I never tried to enter Dad’s chamber. Whenever I got too close I started crying. He gave me what he had: his pain and suffering. I accepted it for what it was: a legacy. I share my legacy in an unspoken way with the folk I work with. They give me what they have: their misery and brokenness. They are the humblest of gifts, and I accept their gifts with respect – something that was too hard for me to do with my own father because I wanted and needed so much more from him.
The results of my work are none of my business, I suppose. It has been a privilege to have been able to enter the tortured chambers of my fellow humans: to pay my respects, to bear witness to their pain, and to pray for their healing. Sometimes I think they know. I hope my presence makes a difference: if not with their illness, or even with their wretched lives, then at least with their spiritual welfare.

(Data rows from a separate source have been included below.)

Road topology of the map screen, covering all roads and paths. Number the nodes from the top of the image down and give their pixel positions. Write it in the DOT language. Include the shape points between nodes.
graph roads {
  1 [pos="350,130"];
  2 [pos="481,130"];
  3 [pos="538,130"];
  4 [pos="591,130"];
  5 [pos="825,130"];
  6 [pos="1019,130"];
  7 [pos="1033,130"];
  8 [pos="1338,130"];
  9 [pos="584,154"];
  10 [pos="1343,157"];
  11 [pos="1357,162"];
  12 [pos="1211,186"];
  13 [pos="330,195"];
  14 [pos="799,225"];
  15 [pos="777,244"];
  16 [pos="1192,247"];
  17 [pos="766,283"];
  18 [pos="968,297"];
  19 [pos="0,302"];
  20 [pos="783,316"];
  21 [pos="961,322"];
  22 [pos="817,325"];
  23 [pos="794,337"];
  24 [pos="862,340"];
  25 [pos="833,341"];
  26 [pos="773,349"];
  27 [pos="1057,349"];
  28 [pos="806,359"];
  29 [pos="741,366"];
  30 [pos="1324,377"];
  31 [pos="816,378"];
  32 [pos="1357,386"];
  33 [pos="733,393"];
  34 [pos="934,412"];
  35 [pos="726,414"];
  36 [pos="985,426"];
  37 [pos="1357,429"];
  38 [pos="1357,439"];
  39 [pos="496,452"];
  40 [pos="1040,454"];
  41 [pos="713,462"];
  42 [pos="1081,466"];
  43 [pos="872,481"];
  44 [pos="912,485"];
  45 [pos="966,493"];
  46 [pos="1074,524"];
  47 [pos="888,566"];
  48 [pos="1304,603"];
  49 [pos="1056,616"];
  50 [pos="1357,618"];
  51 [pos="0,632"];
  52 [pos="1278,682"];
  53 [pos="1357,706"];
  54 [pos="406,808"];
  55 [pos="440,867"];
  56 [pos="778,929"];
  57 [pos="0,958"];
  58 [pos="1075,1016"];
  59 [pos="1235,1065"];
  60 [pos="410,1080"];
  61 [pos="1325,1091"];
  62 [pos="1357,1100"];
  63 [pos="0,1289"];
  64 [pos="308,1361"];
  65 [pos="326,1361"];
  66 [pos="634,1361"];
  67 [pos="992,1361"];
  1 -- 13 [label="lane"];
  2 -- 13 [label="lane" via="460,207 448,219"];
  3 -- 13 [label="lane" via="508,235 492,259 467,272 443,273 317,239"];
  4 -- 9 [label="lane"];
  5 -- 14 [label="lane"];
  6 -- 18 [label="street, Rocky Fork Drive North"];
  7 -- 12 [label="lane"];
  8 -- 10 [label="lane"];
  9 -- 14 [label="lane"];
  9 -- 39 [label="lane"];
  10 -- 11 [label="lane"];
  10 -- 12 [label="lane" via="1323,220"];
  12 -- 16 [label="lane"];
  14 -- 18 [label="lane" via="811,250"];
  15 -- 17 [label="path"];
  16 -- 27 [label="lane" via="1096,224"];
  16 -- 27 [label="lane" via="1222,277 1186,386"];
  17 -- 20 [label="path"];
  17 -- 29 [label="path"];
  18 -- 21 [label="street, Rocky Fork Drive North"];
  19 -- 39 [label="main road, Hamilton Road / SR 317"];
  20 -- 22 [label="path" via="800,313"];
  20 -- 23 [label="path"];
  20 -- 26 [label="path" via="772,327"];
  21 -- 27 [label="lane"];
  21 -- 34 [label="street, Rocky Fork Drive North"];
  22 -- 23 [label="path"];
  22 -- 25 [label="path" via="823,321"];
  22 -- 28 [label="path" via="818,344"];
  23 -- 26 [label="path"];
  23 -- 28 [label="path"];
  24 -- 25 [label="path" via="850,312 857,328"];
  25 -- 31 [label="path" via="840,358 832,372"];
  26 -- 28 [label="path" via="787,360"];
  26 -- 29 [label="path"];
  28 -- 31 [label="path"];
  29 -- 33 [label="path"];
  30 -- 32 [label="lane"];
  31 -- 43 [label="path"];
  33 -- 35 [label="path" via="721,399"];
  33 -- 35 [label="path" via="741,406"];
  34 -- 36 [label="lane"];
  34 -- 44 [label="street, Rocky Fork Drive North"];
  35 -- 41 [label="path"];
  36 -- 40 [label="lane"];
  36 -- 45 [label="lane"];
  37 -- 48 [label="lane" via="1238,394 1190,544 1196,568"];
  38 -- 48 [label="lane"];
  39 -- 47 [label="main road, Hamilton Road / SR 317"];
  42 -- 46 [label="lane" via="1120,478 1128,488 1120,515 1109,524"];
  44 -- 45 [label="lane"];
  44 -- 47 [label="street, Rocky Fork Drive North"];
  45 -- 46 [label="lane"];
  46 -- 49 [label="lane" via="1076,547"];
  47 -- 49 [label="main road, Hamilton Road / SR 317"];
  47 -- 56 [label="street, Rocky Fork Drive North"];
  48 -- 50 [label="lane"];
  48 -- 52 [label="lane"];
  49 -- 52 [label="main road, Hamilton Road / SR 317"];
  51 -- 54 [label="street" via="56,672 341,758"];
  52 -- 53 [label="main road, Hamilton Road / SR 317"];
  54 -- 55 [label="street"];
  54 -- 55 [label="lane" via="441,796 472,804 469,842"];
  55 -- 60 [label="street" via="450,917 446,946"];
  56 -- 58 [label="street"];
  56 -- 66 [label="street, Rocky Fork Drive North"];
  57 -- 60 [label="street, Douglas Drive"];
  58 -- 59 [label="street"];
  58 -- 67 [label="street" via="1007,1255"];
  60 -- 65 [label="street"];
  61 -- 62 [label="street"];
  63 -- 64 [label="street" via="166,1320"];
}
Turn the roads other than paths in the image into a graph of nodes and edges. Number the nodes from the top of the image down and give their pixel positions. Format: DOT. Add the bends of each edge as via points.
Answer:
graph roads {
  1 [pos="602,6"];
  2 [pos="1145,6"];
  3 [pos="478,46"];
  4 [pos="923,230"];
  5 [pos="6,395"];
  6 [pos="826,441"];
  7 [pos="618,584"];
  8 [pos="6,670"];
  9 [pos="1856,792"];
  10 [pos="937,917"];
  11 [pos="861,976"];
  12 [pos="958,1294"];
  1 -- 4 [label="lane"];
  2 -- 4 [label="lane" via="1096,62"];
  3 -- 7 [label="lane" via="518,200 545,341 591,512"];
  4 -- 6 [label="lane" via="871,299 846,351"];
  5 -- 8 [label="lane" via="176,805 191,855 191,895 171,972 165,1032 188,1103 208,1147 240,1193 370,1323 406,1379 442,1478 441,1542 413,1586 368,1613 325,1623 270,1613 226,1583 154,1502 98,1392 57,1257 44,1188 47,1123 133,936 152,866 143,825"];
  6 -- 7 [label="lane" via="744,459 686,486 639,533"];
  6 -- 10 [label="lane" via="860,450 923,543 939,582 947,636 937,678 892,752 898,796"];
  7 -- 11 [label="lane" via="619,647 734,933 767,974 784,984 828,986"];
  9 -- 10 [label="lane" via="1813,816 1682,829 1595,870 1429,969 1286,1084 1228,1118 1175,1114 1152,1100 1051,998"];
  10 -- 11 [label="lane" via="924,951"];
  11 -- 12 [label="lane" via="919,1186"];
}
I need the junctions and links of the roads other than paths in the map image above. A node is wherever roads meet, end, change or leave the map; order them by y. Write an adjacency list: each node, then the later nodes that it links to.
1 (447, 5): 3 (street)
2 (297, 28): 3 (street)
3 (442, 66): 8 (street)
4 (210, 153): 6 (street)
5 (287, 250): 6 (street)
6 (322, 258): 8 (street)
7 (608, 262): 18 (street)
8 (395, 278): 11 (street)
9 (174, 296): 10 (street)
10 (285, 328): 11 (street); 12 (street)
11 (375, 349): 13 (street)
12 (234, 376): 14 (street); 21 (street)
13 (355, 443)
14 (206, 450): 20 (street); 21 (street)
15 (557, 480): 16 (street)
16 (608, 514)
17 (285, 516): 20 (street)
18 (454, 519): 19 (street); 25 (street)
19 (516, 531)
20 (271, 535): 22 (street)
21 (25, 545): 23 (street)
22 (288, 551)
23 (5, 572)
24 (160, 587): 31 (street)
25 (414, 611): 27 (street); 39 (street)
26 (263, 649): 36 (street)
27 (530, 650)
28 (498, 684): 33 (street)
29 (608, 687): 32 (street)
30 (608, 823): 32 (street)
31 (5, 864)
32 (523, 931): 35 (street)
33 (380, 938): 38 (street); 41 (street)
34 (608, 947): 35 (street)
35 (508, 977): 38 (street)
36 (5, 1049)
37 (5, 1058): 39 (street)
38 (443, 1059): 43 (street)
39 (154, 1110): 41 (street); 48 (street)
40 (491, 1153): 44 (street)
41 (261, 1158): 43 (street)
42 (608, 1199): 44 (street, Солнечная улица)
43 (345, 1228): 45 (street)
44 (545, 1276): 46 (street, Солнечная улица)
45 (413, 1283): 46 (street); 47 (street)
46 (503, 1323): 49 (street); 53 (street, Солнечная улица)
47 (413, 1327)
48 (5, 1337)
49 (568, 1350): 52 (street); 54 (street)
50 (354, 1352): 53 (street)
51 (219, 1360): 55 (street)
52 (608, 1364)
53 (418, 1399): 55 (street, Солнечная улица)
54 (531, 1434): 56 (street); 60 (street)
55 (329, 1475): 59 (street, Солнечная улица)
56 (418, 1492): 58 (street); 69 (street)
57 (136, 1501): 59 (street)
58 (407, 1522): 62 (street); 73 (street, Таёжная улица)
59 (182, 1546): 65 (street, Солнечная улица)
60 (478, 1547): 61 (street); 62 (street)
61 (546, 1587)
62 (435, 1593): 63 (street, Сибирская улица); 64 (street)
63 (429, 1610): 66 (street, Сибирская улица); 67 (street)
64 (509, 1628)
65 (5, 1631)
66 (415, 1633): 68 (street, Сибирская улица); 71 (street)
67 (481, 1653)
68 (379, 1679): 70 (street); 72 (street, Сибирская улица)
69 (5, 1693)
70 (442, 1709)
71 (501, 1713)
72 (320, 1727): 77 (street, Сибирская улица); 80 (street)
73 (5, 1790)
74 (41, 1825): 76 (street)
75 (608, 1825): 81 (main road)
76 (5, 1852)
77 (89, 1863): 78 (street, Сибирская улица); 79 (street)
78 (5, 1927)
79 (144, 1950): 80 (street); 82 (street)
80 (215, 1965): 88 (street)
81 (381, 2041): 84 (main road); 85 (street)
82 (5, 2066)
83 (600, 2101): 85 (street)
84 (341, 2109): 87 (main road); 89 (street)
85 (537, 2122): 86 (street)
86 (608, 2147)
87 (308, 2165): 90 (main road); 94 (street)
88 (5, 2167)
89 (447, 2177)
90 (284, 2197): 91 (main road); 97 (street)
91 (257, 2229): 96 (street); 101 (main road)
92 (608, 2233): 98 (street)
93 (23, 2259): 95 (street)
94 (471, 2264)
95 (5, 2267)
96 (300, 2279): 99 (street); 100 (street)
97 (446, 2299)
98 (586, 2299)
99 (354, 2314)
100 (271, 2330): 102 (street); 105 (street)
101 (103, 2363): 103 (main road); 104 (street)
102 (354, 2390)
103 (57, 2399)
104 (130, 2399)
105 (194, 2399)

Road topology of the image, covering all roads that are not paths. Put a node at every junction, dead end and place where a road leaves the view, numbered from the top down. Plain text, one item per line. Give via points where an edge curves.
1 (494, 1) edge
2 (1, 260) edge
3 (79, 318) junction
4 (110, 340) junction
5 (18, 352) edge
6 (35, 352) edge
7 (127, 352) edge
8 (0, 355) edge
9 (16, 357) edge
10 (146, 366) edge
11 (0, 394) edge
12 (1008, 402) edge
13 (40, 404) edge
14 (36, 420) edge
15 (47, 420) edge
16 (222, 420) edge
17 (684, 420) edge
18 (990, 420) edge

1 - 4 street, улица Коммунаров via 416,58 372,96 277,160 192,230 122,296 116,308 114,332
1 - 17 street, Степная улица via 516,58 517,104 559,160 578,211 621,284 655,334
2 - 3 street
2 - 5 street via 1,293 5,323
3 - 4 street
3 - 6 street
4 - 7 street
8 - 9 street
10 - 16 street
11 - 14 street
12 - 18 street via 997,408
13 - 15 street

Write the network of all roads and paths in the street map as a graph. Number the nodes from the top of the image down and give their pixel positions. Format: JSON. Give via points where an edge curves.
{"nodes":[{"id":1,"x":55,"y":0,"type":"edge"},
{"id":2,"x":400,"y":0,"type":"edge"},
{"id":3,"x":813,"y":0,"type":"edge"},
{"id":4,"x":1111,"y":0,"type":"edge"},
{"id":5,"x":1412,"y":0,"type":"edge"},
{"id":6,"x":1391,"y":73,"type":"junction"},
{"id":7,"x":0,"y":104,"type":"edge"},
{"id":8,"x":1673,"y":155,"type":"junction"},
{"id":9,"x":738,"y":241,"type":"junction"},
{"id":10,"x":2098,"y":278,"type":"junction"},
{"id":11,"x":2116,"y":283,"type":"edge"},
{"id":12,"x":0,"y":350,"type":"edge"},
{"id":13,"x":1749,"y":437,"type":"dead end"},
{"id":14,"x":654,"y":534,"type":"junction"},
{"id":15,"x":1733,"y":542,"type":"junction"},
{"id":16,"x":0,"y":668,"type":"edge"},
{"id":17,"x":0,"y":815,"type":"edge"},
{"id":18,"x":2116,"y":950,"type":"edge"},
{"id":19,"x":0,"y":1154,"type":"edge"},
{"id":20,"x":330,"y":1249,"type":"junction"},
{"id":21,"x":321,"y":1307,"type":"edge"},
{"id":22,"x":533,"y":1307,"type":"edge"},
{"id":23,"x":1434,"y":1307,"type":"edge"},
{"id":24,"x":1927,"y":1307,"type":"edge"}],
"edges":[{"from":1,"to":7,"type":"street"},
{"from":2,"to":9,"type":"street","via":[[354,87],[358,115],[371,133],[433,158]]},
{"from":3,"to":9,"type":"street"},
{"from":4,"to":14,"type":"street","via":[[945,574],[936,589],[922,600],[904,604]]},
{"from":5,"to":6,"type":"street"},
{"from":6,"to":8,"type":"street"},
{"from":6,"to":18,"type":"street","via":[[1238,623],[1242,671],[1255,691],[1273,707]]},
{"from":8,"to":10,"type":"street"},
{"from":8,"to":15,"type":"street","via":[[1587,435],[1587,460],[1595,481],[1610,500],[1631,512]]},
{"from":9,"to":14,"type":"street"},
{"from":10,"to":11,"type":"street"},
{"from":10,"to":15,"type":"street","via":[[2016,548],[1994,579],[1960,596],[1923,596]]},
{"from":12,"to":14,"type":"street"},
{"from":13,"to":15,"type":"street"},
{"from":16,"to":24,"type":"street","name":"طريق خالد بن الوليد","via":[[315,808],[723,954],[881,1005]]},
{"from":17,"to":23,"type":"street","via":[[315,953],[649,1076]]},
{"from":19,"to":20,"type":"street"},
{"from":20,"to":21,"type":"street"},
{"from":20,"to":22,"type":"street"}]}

In return, I have been rewarded, perhaps excessively. For as the fall rains come to all, so has the ancient gift of tears come to me. They mingle with the rain, and I embrace everything that washes over a heart no longer hidden, a heart broken yet woken as well. I realize I am growing to love what was never there, to love all that I never had, for it has made me the man and father I am today. And that is a good thing.
* * *
The leaves are falling faster now. They carpet the ground, and cold mornings coat fallen leaves with frost. Some trees are almost bare, skeletal limbs anticipating the tomb of winter. The fidelity of nature’s design is admirable. The organized miracle called “change of season” helps me believe it is never – ever – too late for grace. I take my children to a park. We swing and play in the leaves. The youngest ones run to me laughing. We hug. I am leaving them a legacy too. After they are in bed the house is quiet. I think about home. I close my eyes, and listen for sounds of chamber music.